- [Work required] Which lines of the listing hold the string "nodes"? Show each of them.
::: Information supplied
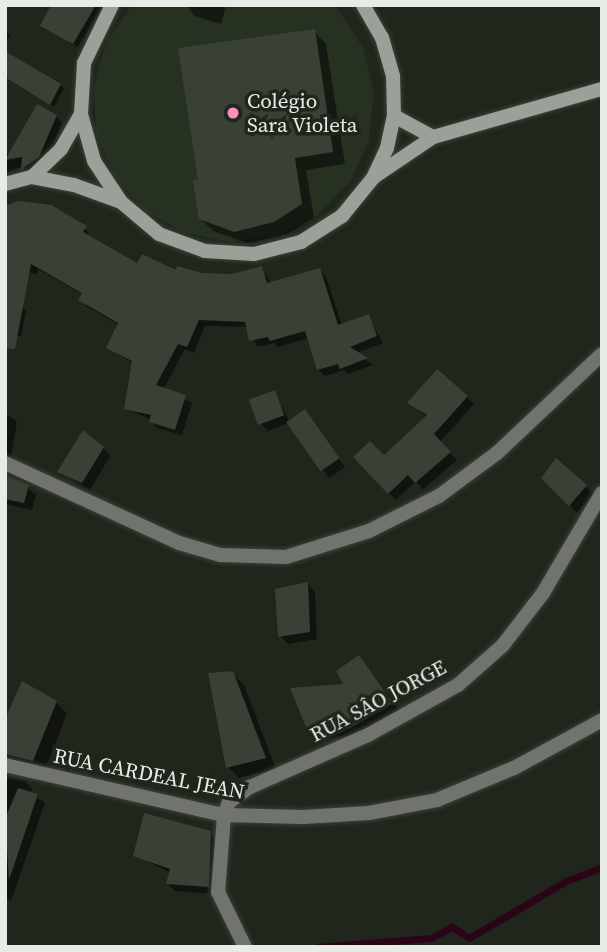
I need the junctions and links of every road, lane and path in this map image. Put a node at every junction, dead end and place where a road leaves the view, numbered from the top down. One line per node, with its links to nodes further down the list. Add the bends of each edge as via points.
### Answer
::::::
::: Information supplied
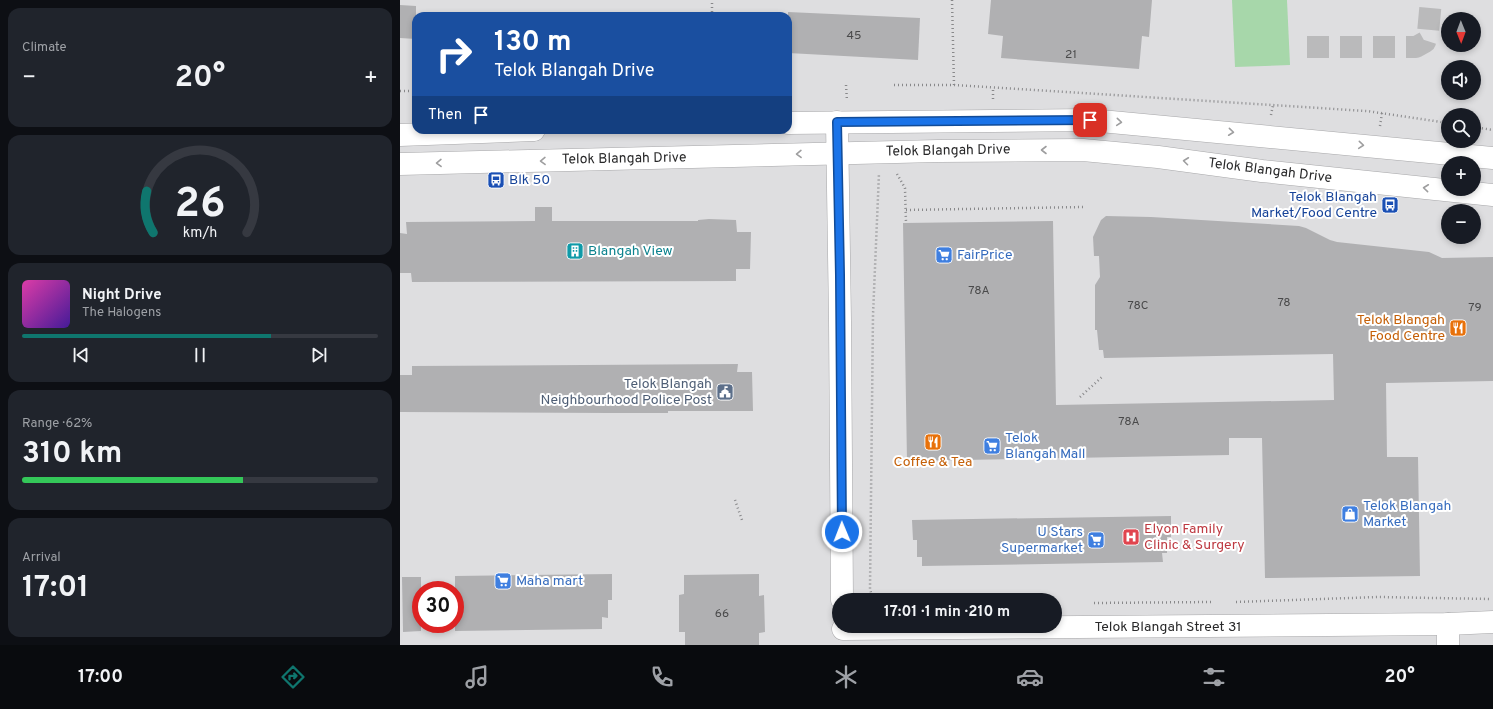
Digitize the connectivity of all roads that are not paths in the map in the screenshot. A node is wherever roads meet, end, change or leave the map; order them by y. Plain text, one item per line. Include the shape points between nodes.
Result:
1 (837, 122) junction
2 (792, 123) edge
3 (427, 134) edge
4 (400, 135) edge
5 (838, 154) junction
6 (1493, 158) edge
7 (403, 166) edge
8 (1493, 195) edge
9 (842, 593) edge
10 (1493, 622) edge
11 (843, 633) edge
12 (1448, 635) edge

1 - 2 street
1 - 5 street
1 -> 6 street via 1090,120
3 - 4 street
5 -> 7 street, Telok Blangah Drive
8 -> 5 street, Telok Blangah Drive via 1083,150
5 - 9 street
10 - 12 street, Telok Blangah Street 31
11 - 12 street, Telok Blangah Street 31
::::::
- [Response area]
I need the junctions and links of every road, lane and path in this map image. Put a node at every junction, dead end and place where a road leaves the view, numbered from the top down. One line per node, with its links to nodes further down the list. Add the bends of each edge as via points.
Digitize the connectivity of all roads that are not paths in the map in the screenshot. A node is wherever roads meet, end, change or leave the map; order them by y. Plain text, one item per line. Include the shape points between nodes.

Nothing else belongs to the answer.